Lavorate l’impasto ancora caldo e aggiungete farina finché lo gnocco assume una consistenza compatta. Se è una giornata umida (ieri a Genova a mezzogiorno c’era il 74% di umidità), l’impasto resterà morbido: non cedete alla tentazione di aggiungere più farina del necessario, altrimenti gli gnocchi verranno troppo duri. Per addensare l’impasto qualcuno (la nonna di Enrico) aggiunge un rosso d’uovo: ho provato una sola volta e ho dovuto buttare via tutto, quindi non fatelo (se proprio vuole l’uovo, la prossima volta gli gnocchi li farà lù, néh?).

Ottenuto un impasto compatto, mettetelo da parte sul tagliere e andate a lavarvi le mani per eliminare i residui di impasto, asciugatele perfettamente e immergetele nella farina per togliere bene l’umidità (che in questa città ce n’è già abbasanza di suo, visto che alle 12,30 eravamo saliti all’80%).

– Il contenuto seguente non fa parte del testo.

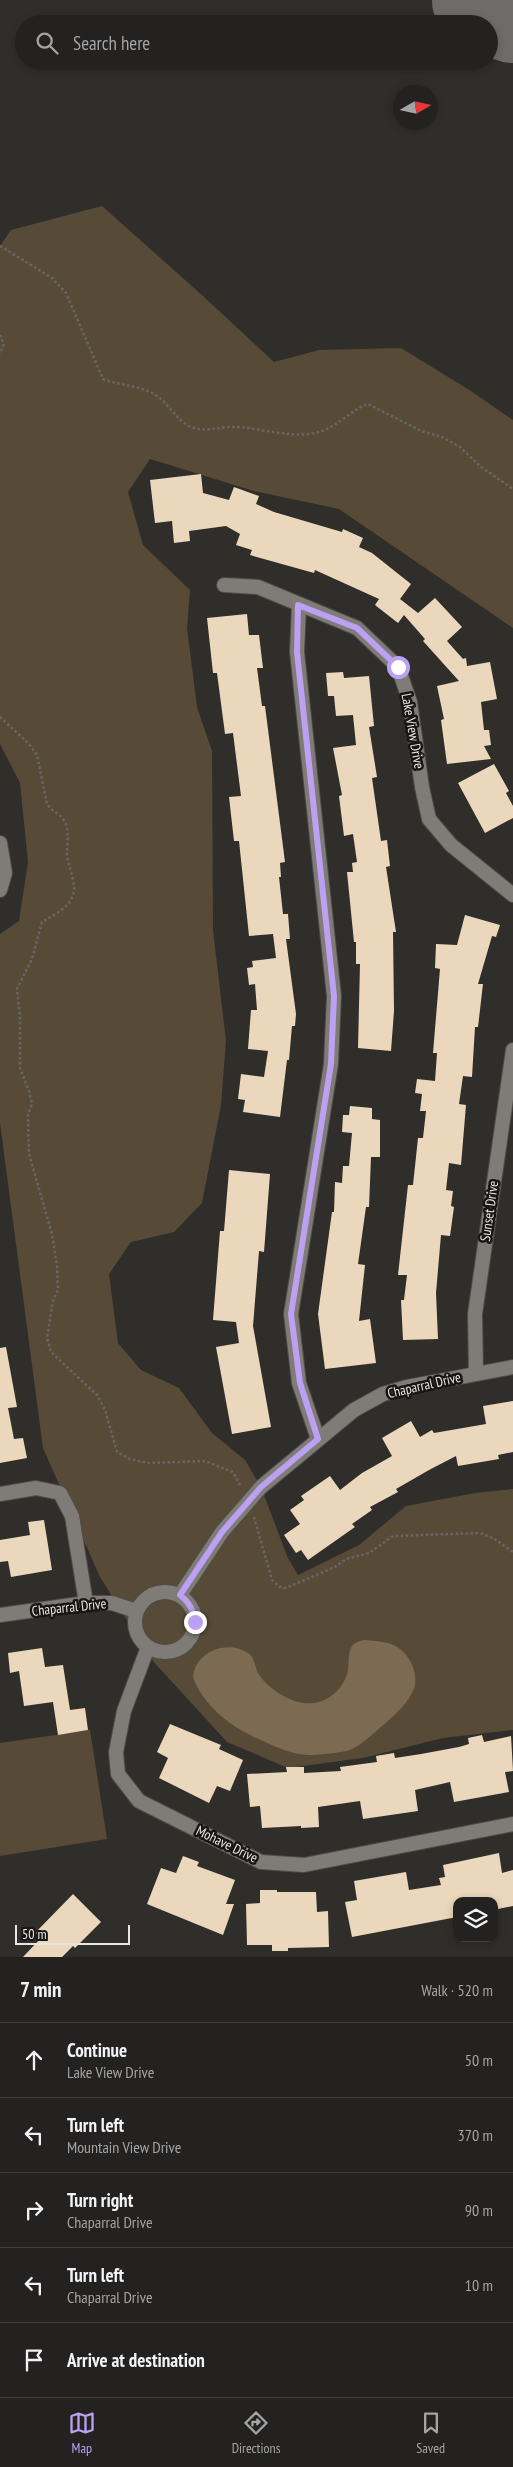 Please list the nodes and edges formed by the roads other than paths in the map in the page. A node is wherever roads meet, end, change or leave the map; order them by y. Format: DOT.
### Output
graph roads {
  1 [pos="224,585"];
  2 [pos="298,605"];
  3 [pos="0,843"];
  4 [pos="0,890"];
  5 [pos="513,895"];
  6 [pos="513,1050"];
  7 [pos="513,1367"];
  8 [pos="476,1373"];
  9 [pos="318,1439"];
  10 [pos="0,1494"];
  11 [pos="180,1595"];
  12 [pos="86,1603"];
  13 [pos="136,1611"];
  14 [pos="0,1615"];
  15 [pos="148,1648"];
  16 [pos="513,1824"];
  1 -- 2 [label="street, Lake View Drive"];
  2 -- 5 [label="street, Lake View Drive"];
  2 -- 9 [label="street"];
  3 -- 4 [label="street"];
  6 -- 8 [label="street, Sunset Drive"];
  7 -- 8 [label="street, Chaparral Drive"];
  8 -- 9 [label="street, Chaparral Drive"];
  9 -- 11 [label="street, Chaparral Drive"];
  10 -- 12 [label="street"];
  11 -- 13 [label="street"];
  11 -- 15 [label="street"];
  12 -- 13 [label="street, Chaparral Drive"];
  12 -- 14 [label="street, Chaparral Drive"];
  13 -- 15 [label="street"];
  15 -- 16 [label="street, Mohave Drive"];
} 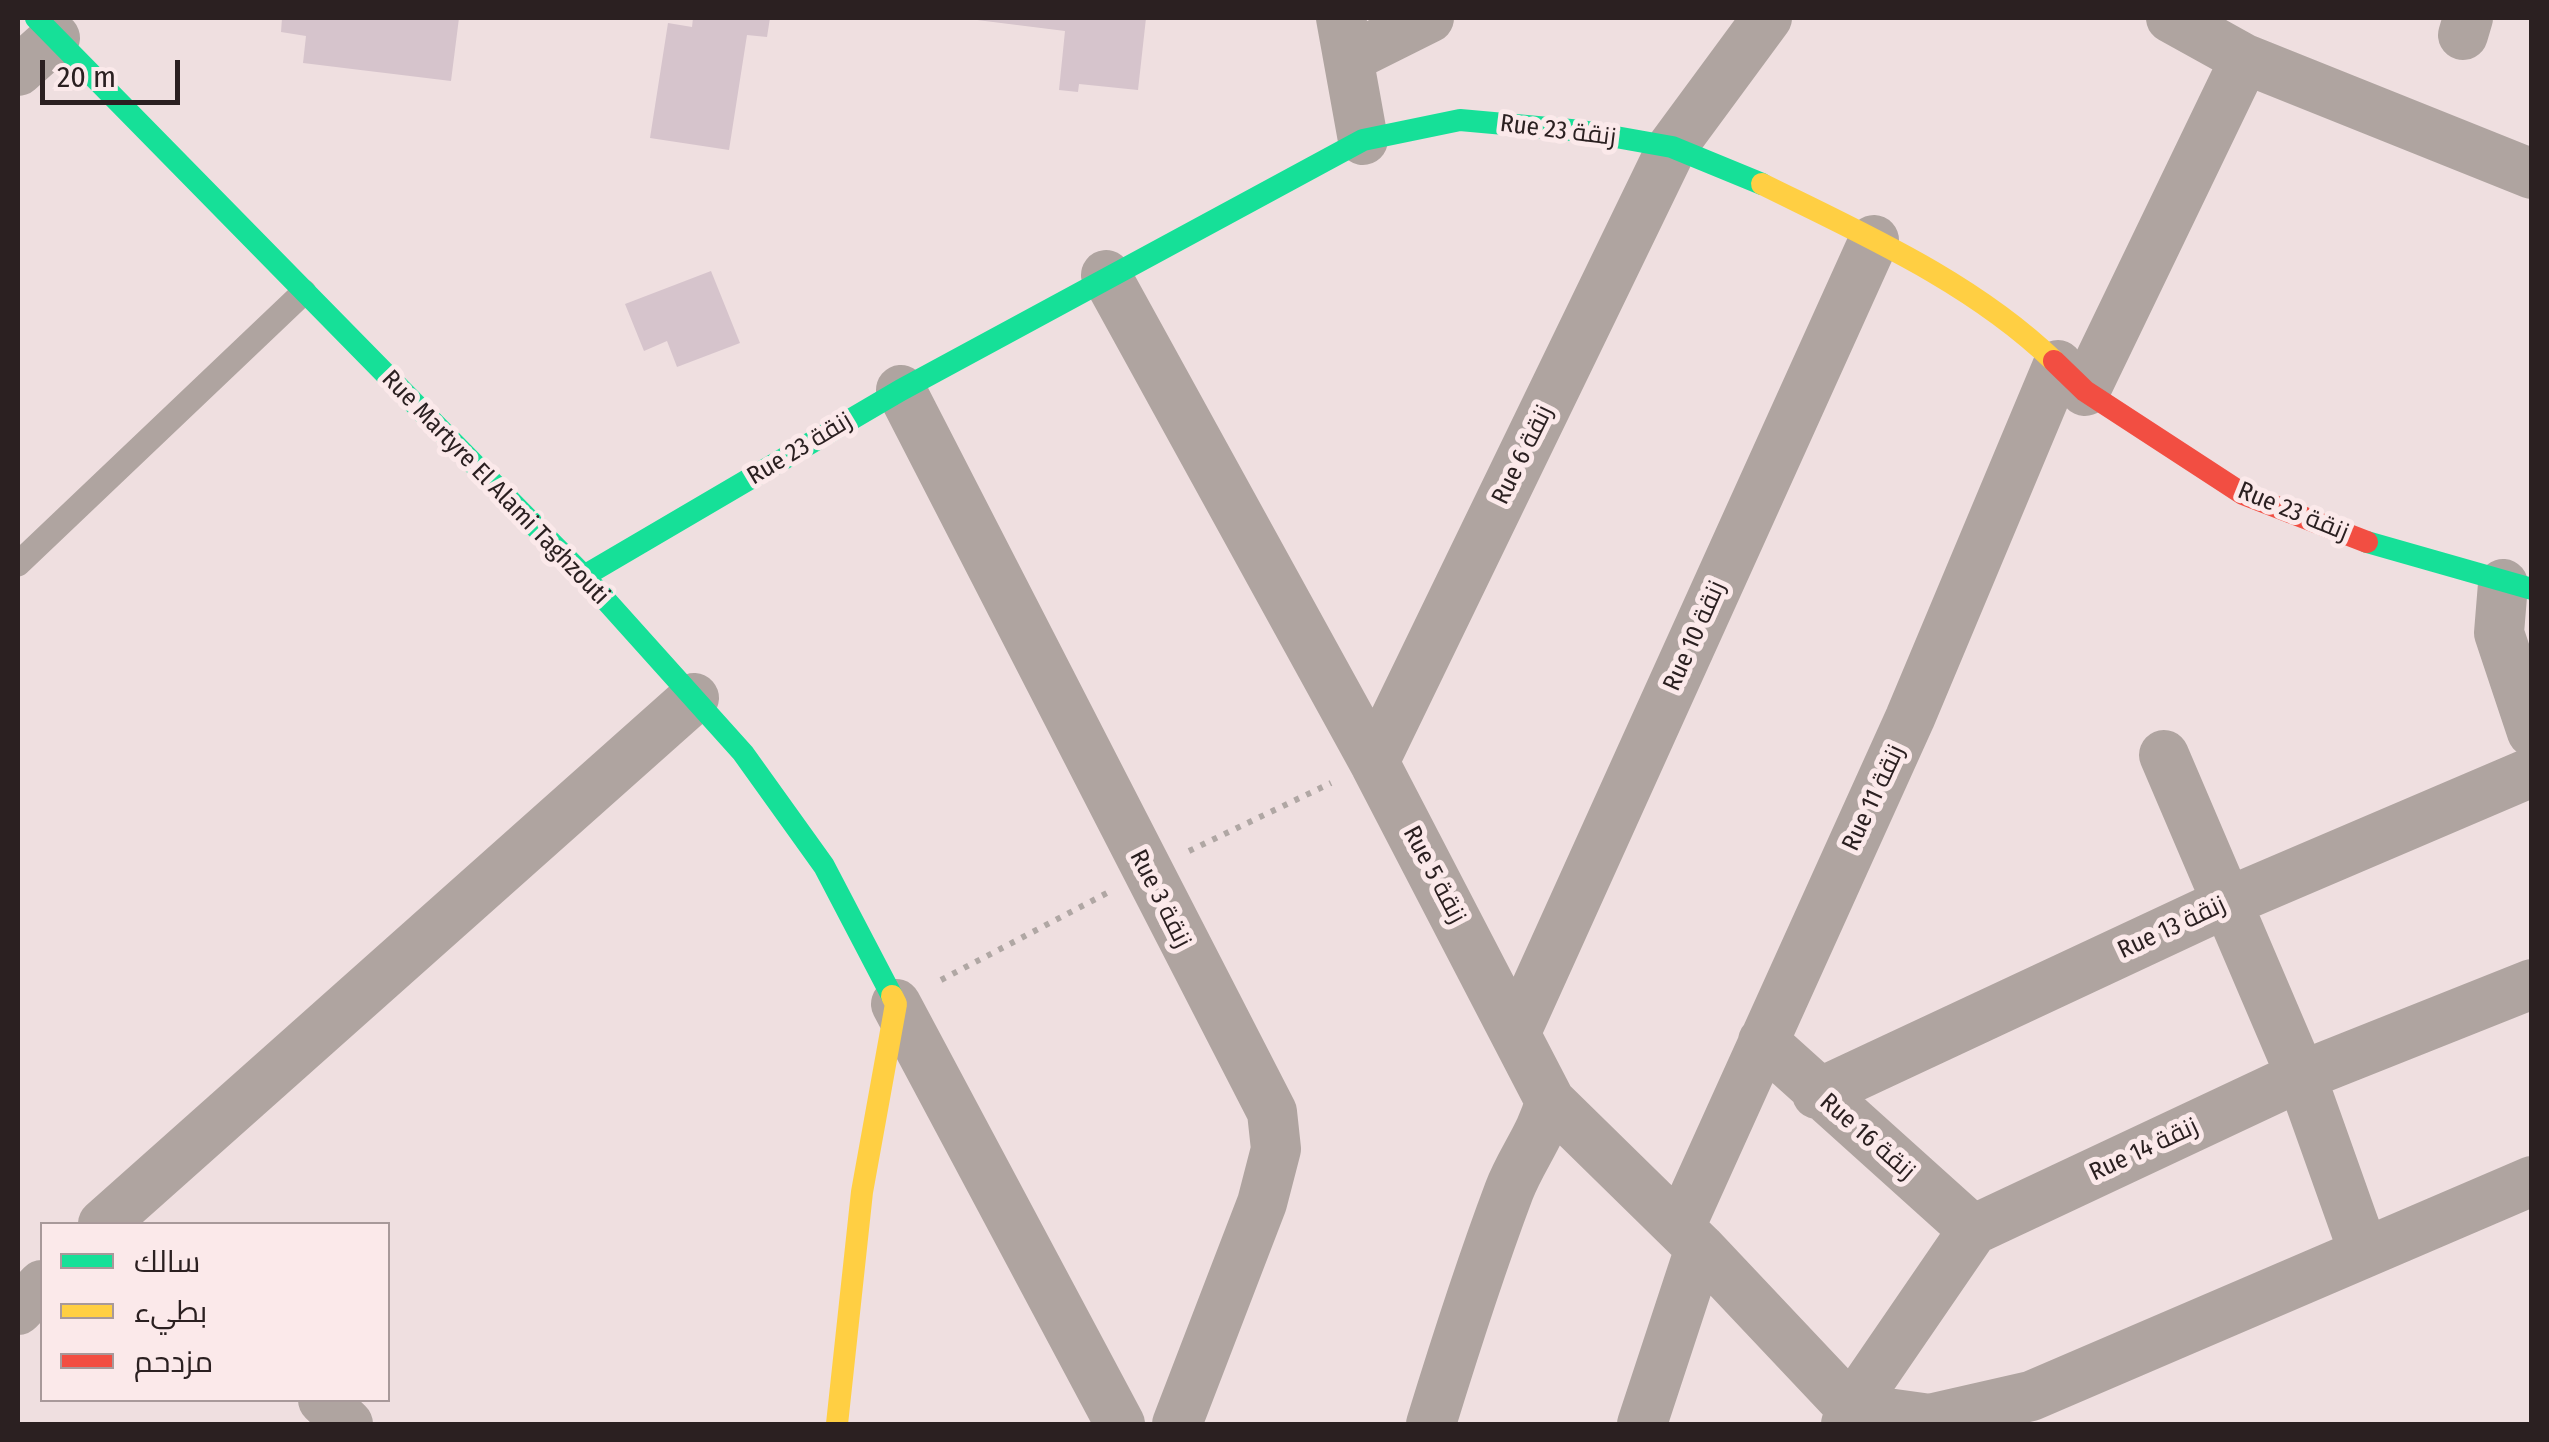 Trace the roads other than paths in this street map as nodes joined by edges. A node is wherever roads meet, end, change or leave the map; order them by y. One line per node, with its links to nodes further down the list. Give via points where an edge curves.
1 (1429, 18): 5 (street)
2 (1767, 18): 9 (street, Rue 6 زنقة)
3 (2171, 18): 6 (street)
4 (45, 28): 7 (street); 13 (street, Rue Martyre El Alami Taghzouti)
5 (1345, 38): 8 (street)
6 (2245, 59): 10 (street); 14 (street, Rue 11 زنقة)
7 (18, 71)
8 (1363, 140): 9 (street, Rue 23 زنقة, via 1460,120); 12 (street, Rue 23 زنقة)
9 (1672, 147): 11 (street, Rue 23 زنقة); 22 (street, Rue 6 زنقة)
10 (2532, 174)
11 (1874, 240): 14 (street, Rue 23 زنقة, via 1992,309); 27 (street, Rue 10 زنقة)
12 (1106, 275): 15 (street, Rue 23 زنقة); 22 (street, Rue 5 زنقة)
13 (304, 292): 16 (lane); 17 (street, Rue Martyre El Alami Taghzouti)
14 (2072, 378): 18 (street, Rue 23 زنقة, via 2243,494 2390,550); 28 (street, Rue 11 زنقة)
15 (901, 390): 17 (street, Rue 23 زنقة); 44 (street, Rue 3 زنقة, via 1272,1112 1276,1149 1262,1203)
16 (18, 564)
17 (584, 576): 19 (street, Rue Martyre El Alami Taghzouti)
18 (2517, 587): 20 (street, via 2499,633)
19 (694, 698): 26 (street, Rue Martyre El Alami Taghzouti, via 743,753 824,866); 33 (street)
20 (2532, 732)
21 (2164, 754): 24 (street)
22 (1374, 762): 27 (street, Rue 5 زنقة)
23 (2532, 772): 24 (street, Rue 13 زنقة)
24 (2230, 900): 29 (street); 30 (street, Rue 13 زنقة)
25 (2532, 984): 29 (street, Rue 14 زنقة)
26 (896, 1004): 42 (street, via 862,1192); 43 (street)
27 (1516, 1032): 31 (street, Rue 5 زنقة)
28 (1763, 1041): 30 (street, Rue 16 زنقة); 35 (street, Rue 11 زنقة)
29 (2302, 1076): 34 (street, Rue 14 زنقة); 36 (street)
30 (1818, 1094): 34 (street, Rue 16 زنقة)
31 (1550, 1101): 35 (street, Rue 5 زنقة); 45 (street, via 1476,1276)
32 (2532, 1181): 36 (street)
33 (126, 1217)
34 (1973, 1230): 40 (street)
35 (1690, 1238): 40 (street, Rue 5 زنقة); 46 (street, Rue 11 زنقة)
36 (2364, 1253): 40 (street, via 2032,1396 1930,1419)
37 (40, 1287): 38 (street)
38 (18, 1310)
39 (325, 1402): 41 (street)
40 (1848, 1416)
41 (348, 1424)
42 (837, 1424)
43 (1120, 1424)
44 (1177, 1424)
45 (1431, 1424)
46 (1642, 1424) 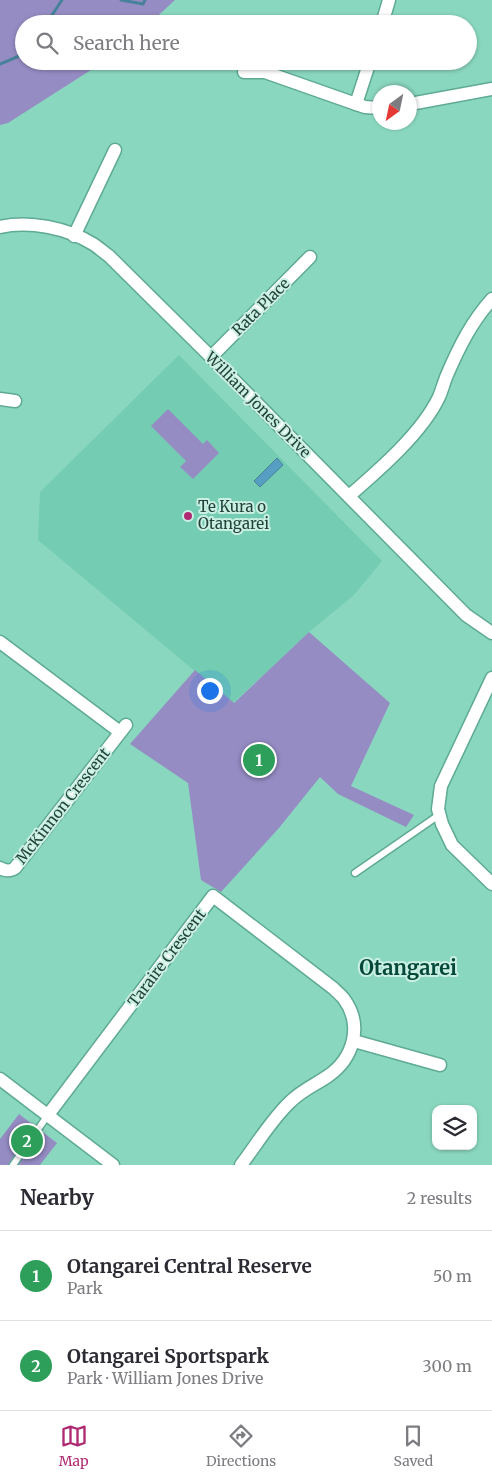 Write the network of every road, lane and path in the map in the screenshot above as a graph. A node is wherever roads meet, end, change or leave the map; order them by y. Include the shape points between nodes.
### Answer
1 (390, 0) edge
2 (385, 15) edge
3 (367, 70) edge
4 (244, 72) dead end
5 (492, 89) edge
6 (417, 103) edge
7 (356, 104) junction
8 (372, 107) edge
9 (115, 150) dead end
10 (0, 227) edge
11 (74, 236) junction
12 (310, 257) dead end
13 (492, 299) edge
14 (211, 357) junction
15 (0, 398) edge
16 (15, 401) dead end
17 (348, 496) junction
18 (492, 633) edge
19 (0, 642) edge
20 (492, 678) edge
21 (439, 815) junction
22 (0, 868) edge
23 (355, 873) dead end
24 (492, 884) edge
25 (354, 1041) junction
26 (440, 1065) dead end
27 (0, 1079) edge
28 (48, 1115) junction
29 (12, 1165) edge
30 (113, 1165) edge
31 (241, 1165) edge

1 - 2 street
3 - 7 street
4 - 7 street via 265,72
5 - 6 street
7 - 8 street
9 - 11 street
10 - 11 street, William Jones Drive via 26,225 51,228
11 - 14 street, William Jones Drive via 109,256
12 - 14 street, Rata Place
13 - 17 street via 471,325 439,398 423,423
14 - 17 street, William Jones Drive
15 - 16 street
17 - 18 street, William Jones Drive via 466,616
19 - 22 street, McKinnon Crescent via 123,728 15,868
20 - 21 street via 441,786
21 - 23 lane
21 - 24 street via 452,845
25 - 26 street
25 - 28 street, Taraire Crescent via 351,1014 344,999 213,896
25 - 31 street via 341,1064 290,1101
27 - 28 street
28 - 29 lane
28 - 30 street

Spargete il tagliere di farina, staccate una porzione di impasto grossa come una pallina da tennis e lavoratela con i palmi della mani fino a ottenere un lungo grissino (esiste un verbo che indichi questo movimento delle mani ? grissinare?) di circa 2 cm di diametro.

GRISSINARE

Tagliate la pasta con il coltello a intervalli regolari di qualche centimetro, per ottenere porzioni (più o meno) tutte uguali.

TAGLIARE 1

Perché gli gnocchi cuociano perfettamente e prendano bene il sugo, prendete ogni tocchetto e strofinatelo sul retro della grattugia (portata anche questa prudentemente da casa:  la placida grattugia ha tenuto il muso per tutta la giornata), esercitando una leggera pressione con una o due dita, in modo che si arrotoli su se stesso, rimanendo concavo all’interno e zigrinato all’esterno.

la cuoca allopera

Disponete ordinatamente gli gnocchi su un canovaccio (due canovacci, ne son venuti una valanga) e cospargeteli con un velo di farina, setacciandola con un colino (quelli piccoli da tè son perfetti).

Portate a ebollizione un pentolone d’acqua salata e versate gli gnocchi tutti in una volta, prendendo il canovaccio per gli angoli, stando molto attenti a non scottarvi con gli schizzi d’acqua.

La tecnica di mia nonna è quella di immergere nell’acqua anche il canovaccio, lasciar scivolare gli gnocchi, recuperare il canovaccio intriso di acqua bollente e lanciarlo sul lavello cacciando un urlo. Voi non fatelo. (Infatti, quando Gaia mi ha porto i due canovacci vuoti di gnocchi ma grondanti acqua rovente, li ho lanciati sul lavello soffrendo in silenzio perché son placida)

In pochi minuti gli gnocchi affioreranno: acchiappateli con una schiumarola (ovvero un mestolo bucherellato) e disponeteli in una terrina, in cui avrete precedentemente versato un letto di sugo (di pomodoro, carne o pesto a piacere).

Mescolate delicatamente e portate in tavola.